## [Given entries]
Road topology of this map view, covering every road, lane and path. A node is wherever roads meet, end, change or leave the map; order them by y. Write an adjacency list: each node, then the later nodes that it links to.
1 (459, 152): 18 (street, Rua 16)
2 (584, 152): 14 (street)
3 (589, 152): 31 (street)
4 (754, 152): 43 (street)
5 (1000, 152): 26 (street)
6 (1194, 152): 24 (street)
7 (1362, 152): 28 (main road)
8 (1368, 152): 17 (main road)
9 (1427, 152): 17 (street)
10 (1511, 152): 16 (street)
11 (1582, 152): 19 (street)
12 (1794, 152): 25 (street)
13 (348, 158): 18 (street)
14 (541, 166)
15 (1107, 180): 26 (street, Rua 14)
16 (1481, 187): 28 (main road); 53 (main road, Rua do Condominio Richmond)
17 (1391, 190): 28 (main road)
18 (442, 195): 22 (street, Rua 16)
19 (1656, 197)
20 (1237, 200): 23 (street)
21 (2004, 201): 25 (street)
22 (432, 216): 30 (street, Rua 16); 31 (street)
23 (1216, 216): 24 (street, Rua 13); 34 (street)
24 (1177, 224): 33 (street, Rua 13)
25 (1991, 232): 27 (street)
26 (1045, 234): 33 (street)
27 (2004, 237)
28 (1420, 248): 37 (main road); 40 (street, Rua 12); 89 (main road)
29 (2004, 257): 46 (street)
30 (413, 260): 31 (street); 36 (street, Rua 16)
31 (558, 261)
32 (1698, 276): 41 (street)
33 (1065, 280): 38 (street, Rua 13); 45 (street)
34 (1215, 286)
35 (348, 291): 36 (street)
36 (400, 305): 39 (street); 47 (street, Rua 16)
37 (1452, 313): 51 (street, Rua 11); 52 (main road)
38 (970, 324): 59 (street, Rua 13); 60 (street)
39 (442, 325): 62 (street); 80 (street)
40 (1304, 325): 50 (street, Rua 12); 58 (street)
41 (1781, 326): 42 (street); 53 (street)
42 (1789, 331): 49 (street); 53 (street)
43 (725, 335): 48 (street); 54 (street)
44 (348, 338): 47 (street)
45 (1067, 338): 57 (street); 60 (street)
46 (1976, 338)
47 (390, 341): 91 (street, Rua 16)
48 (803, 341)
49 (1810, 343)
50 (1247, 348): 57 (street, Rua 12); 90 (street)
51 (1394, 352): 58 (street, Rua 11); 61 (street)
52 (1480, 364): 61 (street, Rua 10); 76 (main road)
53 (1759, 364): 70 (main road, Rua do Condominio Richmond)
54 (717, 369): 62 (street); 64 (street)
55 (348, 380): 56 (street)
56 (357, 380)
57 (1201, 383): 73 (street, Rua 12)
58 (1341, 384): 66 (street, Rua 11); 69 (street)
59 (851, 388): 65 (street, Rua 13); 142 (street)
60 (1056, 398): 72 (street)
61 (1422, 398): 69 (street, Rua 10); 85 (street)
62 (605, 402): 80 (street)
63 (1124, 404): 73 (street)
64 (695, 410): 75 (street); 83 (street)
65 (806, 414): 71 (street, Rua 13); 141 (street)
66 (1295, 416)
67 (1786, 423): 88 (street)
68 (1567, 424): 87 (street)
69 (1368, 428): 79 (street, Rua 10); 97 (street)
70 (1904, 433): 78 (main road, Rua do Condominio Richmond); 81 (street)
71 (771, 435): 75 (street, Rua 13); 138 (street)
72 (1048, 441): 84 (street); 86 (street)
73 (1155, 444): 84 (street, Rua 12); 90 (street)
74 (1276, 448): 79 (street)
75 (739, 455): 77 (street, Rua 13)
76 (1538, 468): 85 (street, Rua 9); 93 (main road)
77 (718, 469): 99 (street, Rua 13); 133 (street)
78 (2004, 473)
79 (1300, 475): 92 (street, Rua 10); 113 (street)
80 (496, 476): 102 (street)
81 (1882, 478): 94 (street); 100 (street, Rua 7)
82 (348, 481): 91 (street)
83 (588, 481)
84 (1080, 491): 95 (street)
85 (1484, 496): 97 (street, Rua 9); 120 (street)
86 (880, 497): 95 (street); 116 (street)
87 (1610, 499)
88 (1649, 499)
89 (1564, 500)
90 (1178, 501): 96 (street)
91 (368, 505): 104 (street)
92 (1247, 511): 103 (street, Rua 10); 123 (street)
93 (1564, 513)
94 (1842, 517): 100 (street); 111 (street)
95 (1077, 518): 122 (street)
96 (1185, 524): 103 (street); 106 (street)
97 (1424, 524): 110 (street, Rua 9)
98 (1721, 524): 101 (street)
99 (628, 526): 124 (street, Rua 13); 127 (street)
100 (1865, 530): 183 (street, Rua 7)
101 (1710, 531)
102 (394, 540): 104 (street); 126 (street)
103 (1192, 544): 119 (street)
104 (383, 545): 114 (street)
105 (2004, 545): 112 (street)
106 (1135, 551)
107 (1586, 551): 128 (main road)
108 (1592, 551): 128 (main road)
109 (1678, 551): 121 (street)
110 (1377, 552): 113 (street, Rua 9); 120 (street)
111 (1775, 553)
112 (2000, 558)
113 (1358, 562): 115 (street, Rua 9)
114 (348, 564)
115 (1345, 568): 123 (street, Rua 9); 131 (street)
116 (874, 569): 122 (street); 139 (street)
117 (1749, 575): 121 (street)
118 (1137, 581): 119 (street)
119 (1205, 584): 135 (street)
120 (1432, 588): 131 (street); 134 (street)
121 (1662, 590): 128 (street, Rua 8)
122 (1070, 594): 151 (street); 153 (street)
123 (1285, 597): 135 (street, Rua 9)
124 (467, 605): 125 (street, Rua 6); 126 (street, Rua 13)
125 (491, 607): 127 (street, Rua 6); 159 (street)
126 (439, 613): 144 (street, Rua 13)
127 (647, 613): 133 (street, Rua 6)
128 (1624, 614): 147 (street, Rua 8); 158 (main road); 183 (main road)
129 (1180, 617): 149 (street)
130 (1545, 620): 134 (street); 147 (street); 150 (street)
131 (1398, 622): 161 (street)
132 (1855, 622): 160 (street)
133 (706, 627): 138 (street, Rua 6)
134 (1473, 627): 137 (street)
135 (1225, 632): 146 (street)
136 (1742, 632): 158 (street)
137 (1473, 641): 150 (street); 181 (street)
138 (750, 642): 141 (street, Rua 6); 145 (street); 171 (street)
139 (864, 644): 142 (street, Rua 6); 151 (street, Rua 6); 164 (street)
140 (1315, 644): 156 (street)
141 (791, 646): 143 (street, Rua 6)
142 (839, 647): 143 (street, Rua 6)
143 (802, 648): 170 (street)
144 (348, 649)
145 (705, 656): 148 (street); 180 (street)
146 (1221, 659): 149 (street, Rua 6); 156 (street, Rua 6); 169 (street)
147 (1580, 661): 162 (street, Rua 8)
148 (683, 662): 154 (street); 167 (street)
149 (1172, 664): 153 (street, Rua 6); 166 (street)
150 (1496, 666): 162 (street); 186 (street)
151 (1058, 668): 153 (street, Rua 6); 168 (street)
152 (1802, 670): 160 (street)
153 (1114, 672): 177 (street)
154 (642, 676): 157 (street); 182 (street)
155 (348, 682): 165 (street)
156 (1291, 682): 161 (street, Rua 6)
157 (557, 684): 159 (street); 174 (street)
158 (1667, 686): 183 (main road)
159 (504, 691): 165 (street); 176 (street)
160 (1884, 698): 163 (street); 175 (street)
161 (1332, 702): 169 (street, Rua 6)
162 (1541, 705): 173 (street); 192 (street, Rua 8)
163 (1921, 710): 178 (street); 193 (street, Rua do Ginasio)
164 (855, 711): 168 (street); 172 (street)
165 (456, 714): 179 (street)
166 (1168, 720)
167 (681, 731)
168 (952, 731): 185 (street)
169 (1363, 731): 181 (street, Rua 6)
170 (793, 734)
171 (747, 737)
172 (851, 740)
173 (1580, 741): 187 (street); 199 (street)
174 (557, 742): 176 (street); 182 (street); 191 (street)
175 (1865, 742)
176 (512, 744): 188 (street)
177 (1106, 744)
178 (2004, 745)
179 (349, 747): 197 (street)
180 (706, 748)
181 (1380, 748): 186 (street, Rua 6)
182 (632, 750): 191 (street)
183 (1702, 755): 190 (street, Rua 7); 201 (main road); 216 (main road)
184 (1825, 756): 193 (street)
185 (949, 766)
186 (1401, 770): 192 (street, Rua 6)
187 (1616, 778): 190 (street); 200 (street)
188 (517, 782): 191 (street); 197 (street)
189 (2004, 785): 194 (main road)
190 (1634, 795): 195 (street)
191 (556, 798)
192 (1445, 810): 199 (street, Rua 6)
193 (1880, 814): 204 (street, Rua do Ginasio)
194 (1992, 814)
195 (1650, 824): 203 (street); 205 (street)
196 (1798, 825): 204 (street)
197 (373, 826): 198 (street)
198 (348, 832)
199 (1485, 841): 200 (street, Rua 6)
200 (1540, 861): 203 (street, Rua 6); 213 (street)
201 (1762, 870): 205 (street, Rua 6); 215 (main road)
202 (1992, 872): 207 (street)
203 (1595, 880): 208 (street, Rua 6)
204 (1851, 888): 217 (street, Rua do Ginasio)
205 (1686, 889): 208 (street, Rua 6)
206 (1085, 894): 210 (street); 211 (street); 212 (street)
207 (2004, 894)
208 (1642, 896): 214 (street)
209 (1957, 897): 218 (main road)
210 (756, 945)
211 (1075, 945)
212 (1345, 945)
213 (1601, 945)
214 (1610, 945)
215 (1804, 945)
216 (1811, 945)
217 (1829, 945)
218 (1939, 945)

## [About this task]
Your response should contain each line of the entries above that holds the string "Richmond".

## [Response to this task]
16 (1481, 187): 28 (main road); 53 (main road, Rua do Condominio Richmond)
53 (1759, 364): 70 (main road, Rua do Condominio Richmond)
70 (1904, 433): 78 (main road, Rua do Condominio Richmond); 81 (street)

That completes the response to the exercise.